With a subscription price of €22 a month, and night-time tickets going for around €11, this feels even better than stealing somehow As if anything could be. How ever many movies I see a month (and it’s more than two), the theater still has to pay the studios for the full price of my ticket. They sold me a gym membership, never knowing I would be going every day.

I’m the Arnold Schwarztenegger…of movies!

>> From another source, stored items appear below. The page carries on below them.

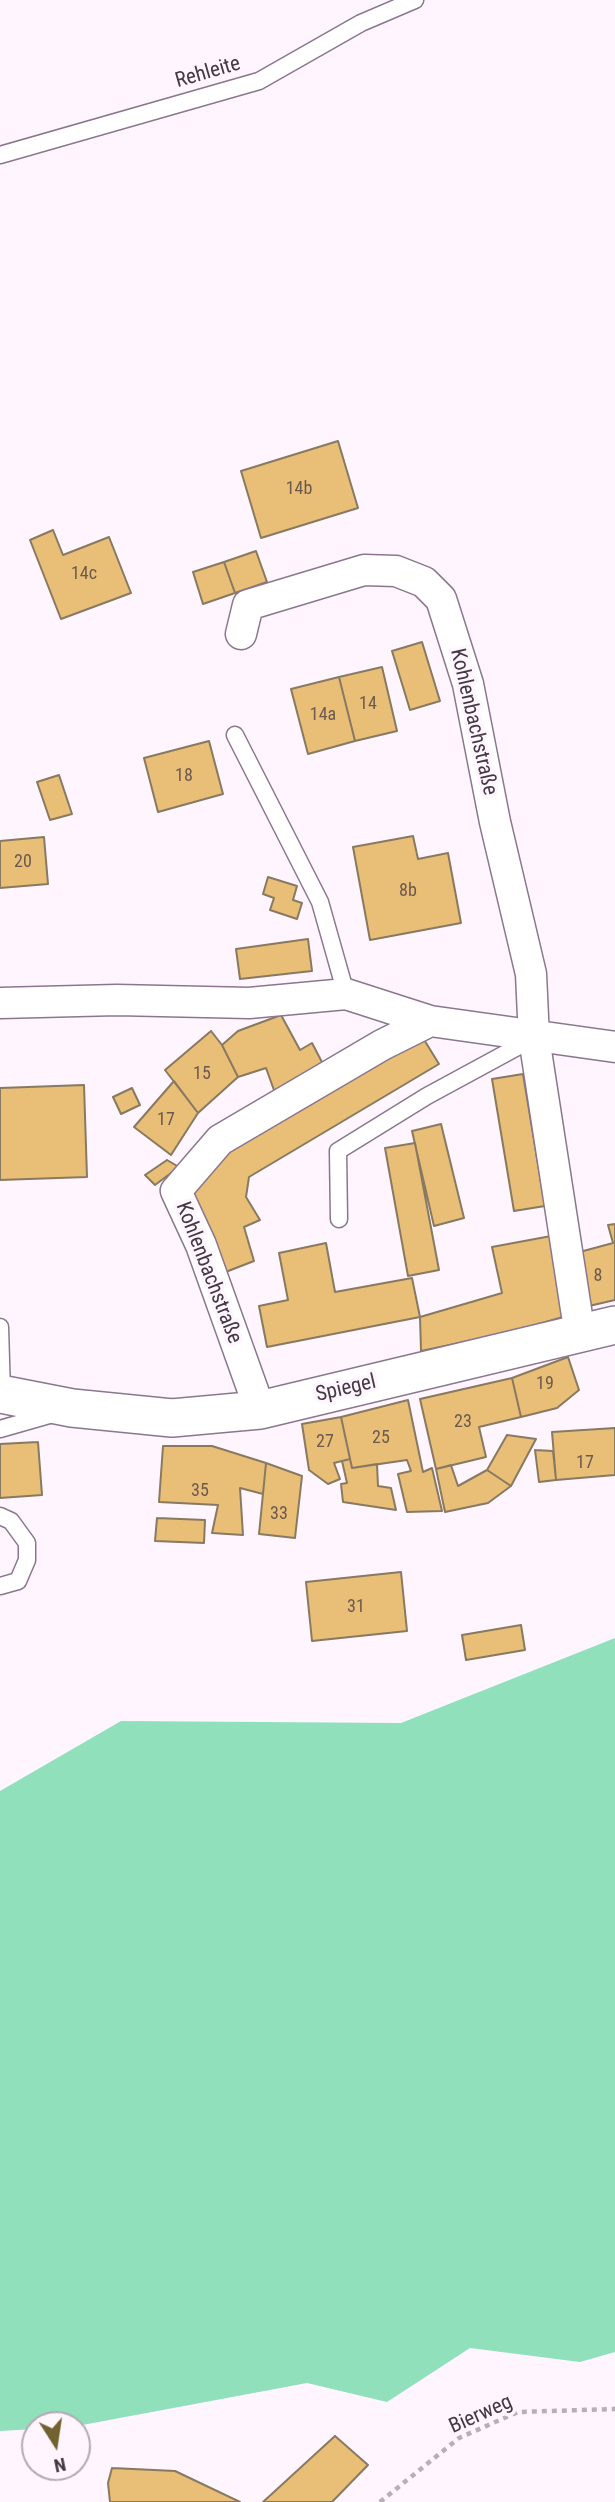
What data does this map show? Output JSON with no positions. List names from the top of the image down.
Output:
{
  "streets": {
    "street": ["Kohlenbachstraße", "Spiegel"],
    "lane": ["Rehleite"],
    "path": ["Bierweg"]
  },
  "crossings": [
    ["Kohlenbachstraße", "Spiegel"]
  ],
  "house_numbers": [
    "14b",
    "14c",
    "14",
    "14a",
    "18",
    "20",
    "8b",
    "15",
    "17",
    "8",
    "19",
    "23",
    "25",
    "27",
    "17",
    "35",
    "33",
    "31"
  ],
  "north": "bottom"
}
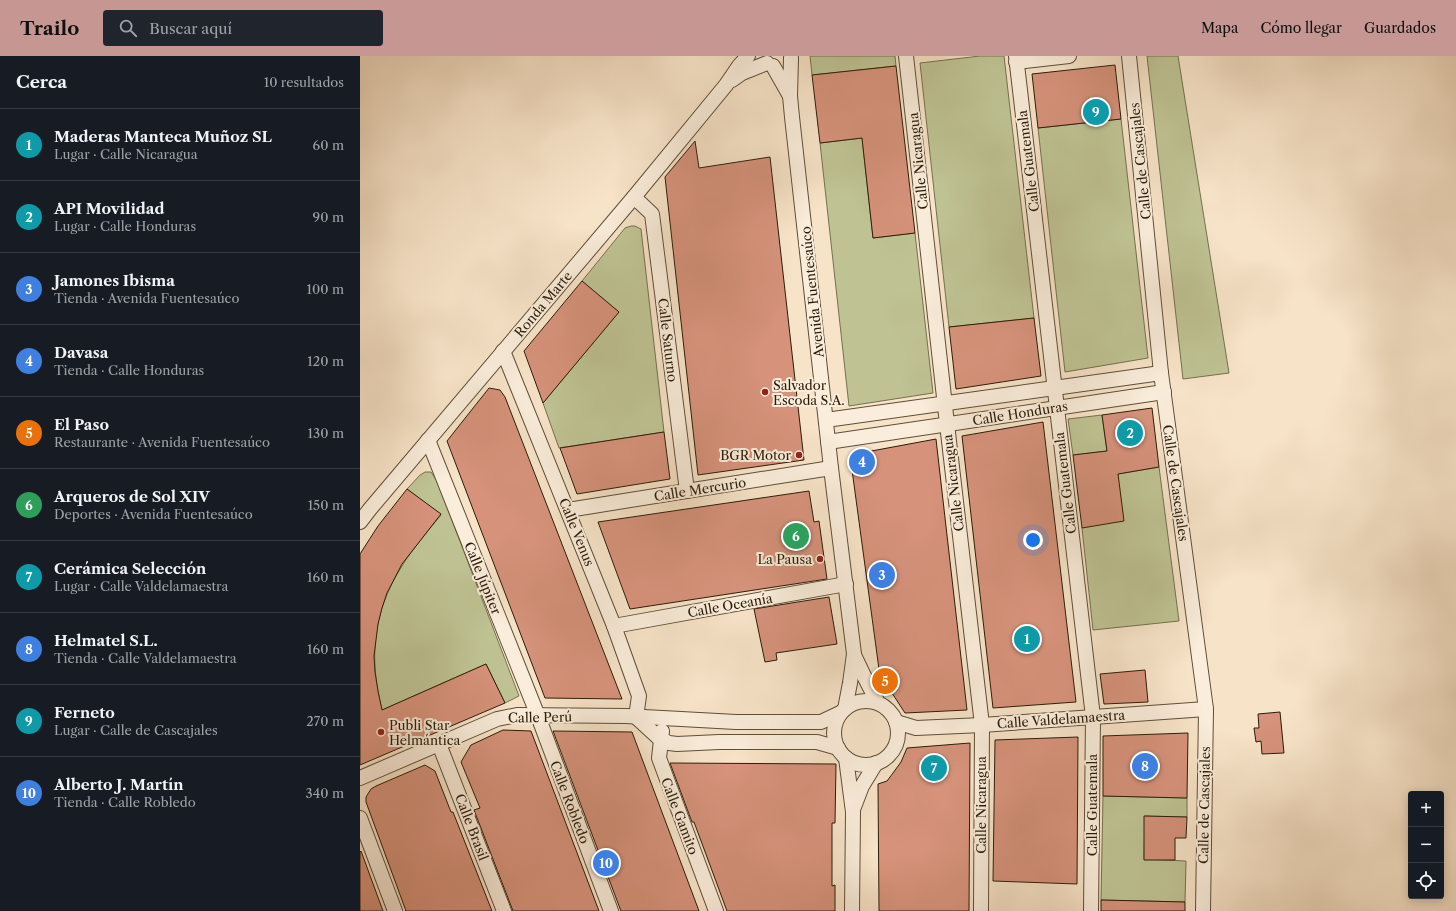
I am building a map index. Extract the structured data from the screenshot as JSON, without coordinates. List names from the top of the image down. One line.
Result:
{"streets":{"street":["Calle Nicaragua","Calle Guatemala","Calle de Cascajales","Avenida Fuentesaúco","Ronda Marte","Calle Saturno","Calle Honduras","Calle Mercurio","Calle Venus","Calle Júpiter","Calle Oceanía","Calle Perú","Calle Valdelamaestra","Calle Robledo","Calle Gamito","Calle Brasil"]},"crossings":[["Calle Nicaragua","Calle Honduras"],["Calle Nicaragua","Calle Valdelamaestra"],["Calle Guatemala","Calle Honduras"],["Calle Guatemala","Calle Valdelamaestra"],["Calle de Cascajales","Calle Honduras"],["Calle de Cascajales","Calle Valdelamaestra"],["Avenida Fuentesaúco","Ronda Marte"],["Avenida Fuentesaúco","Calle Honduras"],["Avenida Fuentesaúco","Calle Mercurio"],["Avenida Fuentesaúco","Calle Oceanía"],["Avenida Fuentesaúco","Calle Perú"],["Avenida Fuentesaúco","Calle Valdelamaestra"],["Ronda Marte","Calle Saturno"],["Ronda Marte","Calle Venus"],["Ronda Marte","Calle Júpiter"],["Calle Saturno","Calle Mercurio"],["Calle Mercurio","Calle Venus"],["Calle Venus","Calle Oceanía"],["Calle Venus","Calle Perú"],["Calle Júpiter","Calle Perú"],["Calle Júpiter","Calle Robledo"],["Calle Perú","Calle Valdelamaestra"],["Calle Perú","Calle Robledo"],["Calle Perú","Calle Gamito"],["Calle Perú","Calle Brasil"]],"places":["Salvador Escoda S.A.","BGR Motor","La Pausa","Publi Star Helmántica"],"page":{"header":"Trailo","search":"Buscar aquí","nav":["Mapa","Cómo llegar","Guardados"],"heading":["Cerca","10 resultados"],"pins":["9","2","4","6","3","1","5","8","7","10"],"list":[{"mark":"1","name":"Maderas Manteca Muñoz SL","note":"Lugar · Calle Nicaragua","value":"60 m"},{"mark":"2","name":"API Movilidad","note":"Lugar · Calle Honduras","value":"90 m"},{"mark":"3","name":"Jamones Ibisma","note":"Tienda · Avenida Fuentesaúco","value":"100 m"},{"mark":"4","name":"Davasa","note":"Tienda · Calle Honduras","value":"120 m"},{"mark":"5","name":"El Paso","note":"Restaurante · Avenida Fuentesaúco","value":"130 m"},{"mark":"6","name":"Arqueros de Sol XIV","note":"Deportes · Avenida Fuentesaúco","value":"150 m"},{"mark":"7","name":"Cerámica Selección","note":"Lugar · Calle Valdelamaestra","value":"160 m"},{"mark":"8","name":"Helmatel S.L.","note":"Tienda · Calle Valdelamaestra","value":"160 m"},{"mark":"9","name":"Ferneto","note":"Lugar · Calle de Cascajales","value":"270 m"},{"mark":"10","name":"Alberto J. Martín","note":"Tienda · Calle Robledo","value":"340 m"}],"map_buttons":["+","−"]}}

But back in the beautiful days, I was a thirty-four old pre-teen, and I had a lot of money. So I had to steal movies. You’d pour over the theater listings of the notoriously inaccurate but free and if you’re not going to pay for movies, you’re certainly not going to pay to get movie times LA Weekly. You’d add a few minutes for trailers, guess the running time by the space in between the showing (it’s hard to imagine a time where we didn’t know everything. Sorry, where knowing everything didn’t solve all our problems) and voilà, a 12:45 Double Dragon and a 2:30 Mary Shelley’s Frankenstein.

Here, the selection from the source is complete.